The observed decrease in G(Fe³⁺) could be traced back to two synergistic radioprotective effects: one largely influenced by LET (especially evident at cystamine concentrations below ~10⁻⁴ M), and the other from cystamine’s presence (more dominant at higher concentrations). Based on our analysis, we concluded in particular that at reduced concentrations, cystamine offers only limited protection at high LET, aligning with findings from earlier studies. Conversely, at cystamine concentrations beyond ~10⁻⁴ M, a significant decrease in G(Fe³⁺) was observed, regardless of the LET value. This marked reduction suggested that at these concentrations, the radioprotection of Fe²⁺ ions during the radiolysis of Fricke–cystamine solutions is driven more by the presence of cystamine than the LET. To account for these findings, we proposed that cystamine increasingly interacts with carbon ion tracks prior to their complete expansion. In these conditions, cystamine scavenges early-formed free radicals within the columnar regions of the tracks, competing with inter–radical combination reactions. This, in turn, reduces the number of radicals available for Fe²⁺ ion oxidation. At even greater concentrations of cystamine (exceeding ~10⁻³ M), these cystamine–radical reactions become increasingly prevalent, substantially reducing the influence of LET at these levels. Ultimately, when the cystamine concentration surpasses ~0.1 M, G(Fe³⁺) was found to stay largely unchanged regardless of the LET value, suggesting that the compound might not neutralize all the initially formed radicals in high-LET carbon ion tracks rapidly enough to effectively counter the radical–radical combination reactions.

Finally, we examined the influence of very high LETs on cystamine’s radioprotective and antioxidant capabilities, with particular attention to the multiple (primarily double) ionization (MI) of water molecules. This is especially pertinent for 6 MeV per nucleon carbon ion irradiation, where the LET reaches ~248 keV/μm. Incorporating MI into the simulations yielded Fricke G values approximately 5% lower than those obtained without MI consideration. Our analysis indicates that this decrease is largely due to a significant reduction in the H₂O₂ yield during the track stage of radiolysis.

In summary, these study’s results carry substantial predictive significance. The alignment between the calculated yields and the available measured values, achieved without requiring adjustable parameters, strongly validates the kinetic schemes, reaction rate constants, diffusion coefficients, and pathway parameters utilized in our Monte Carlo track chemistry computational approach. This approach effectively portrays the radiolysis of cystamine in aerated Fricke solutions when exposed to 6–500 MeV per nucleon carbon ion irradiation.
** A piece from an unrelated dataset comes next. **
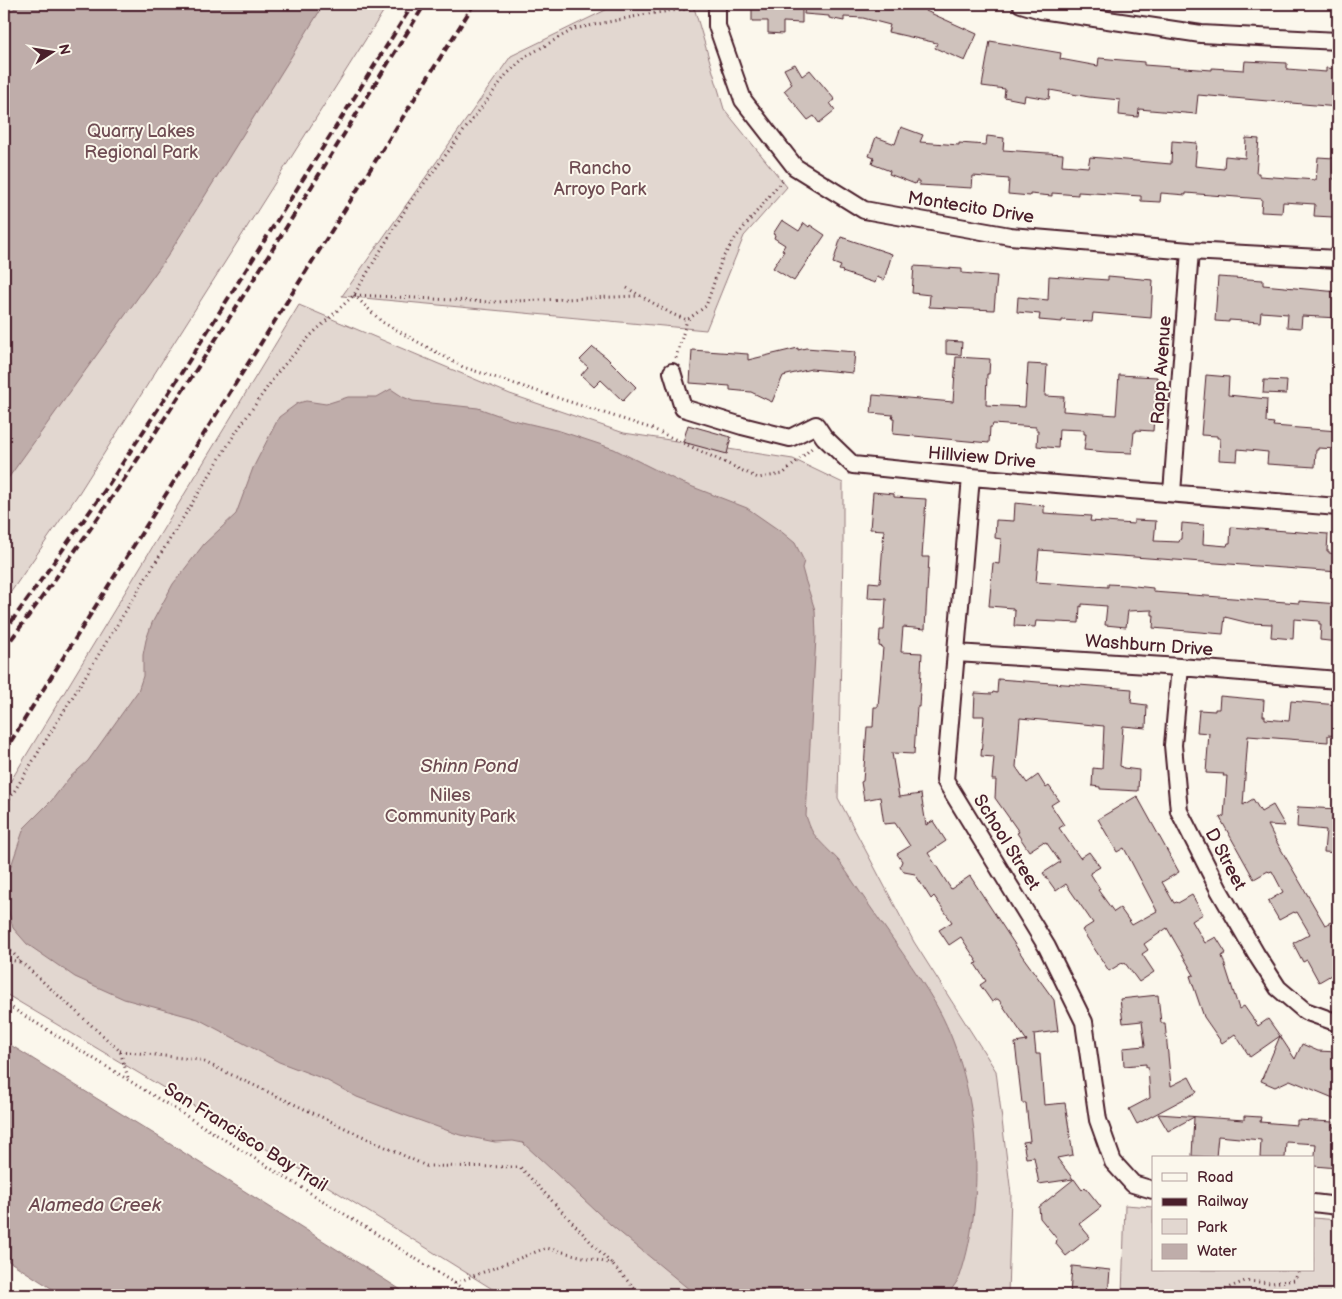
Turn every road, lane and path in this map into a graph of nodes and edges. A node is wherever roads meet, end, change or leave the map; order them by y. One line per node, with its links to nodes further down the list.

Furthermore, assuming that our fundamental research findings at pH 0.46 are applicable to biological systems operating at a physiological pH, incorporating cystamine into carbon ion hadrontherapy could be a promising approach to further enhance therapeutic efficacy in cancer treatments. Specifically, in carbon ion therapy, the entrance channel or “plateau” region of the ion depth–dose distribution, corresponding to “normal” tissue, exhibits a low LET. Cystamine significantly protects these tissues from radiation in this region. Conversely, in the “Bragg peak” region, at the end of the ion’s range within the “tumor” volume, the radiation’s LET is elevated. This increased LET diminishes the effectiveness of cystamine, in turn enhancing cell-killing efficacy.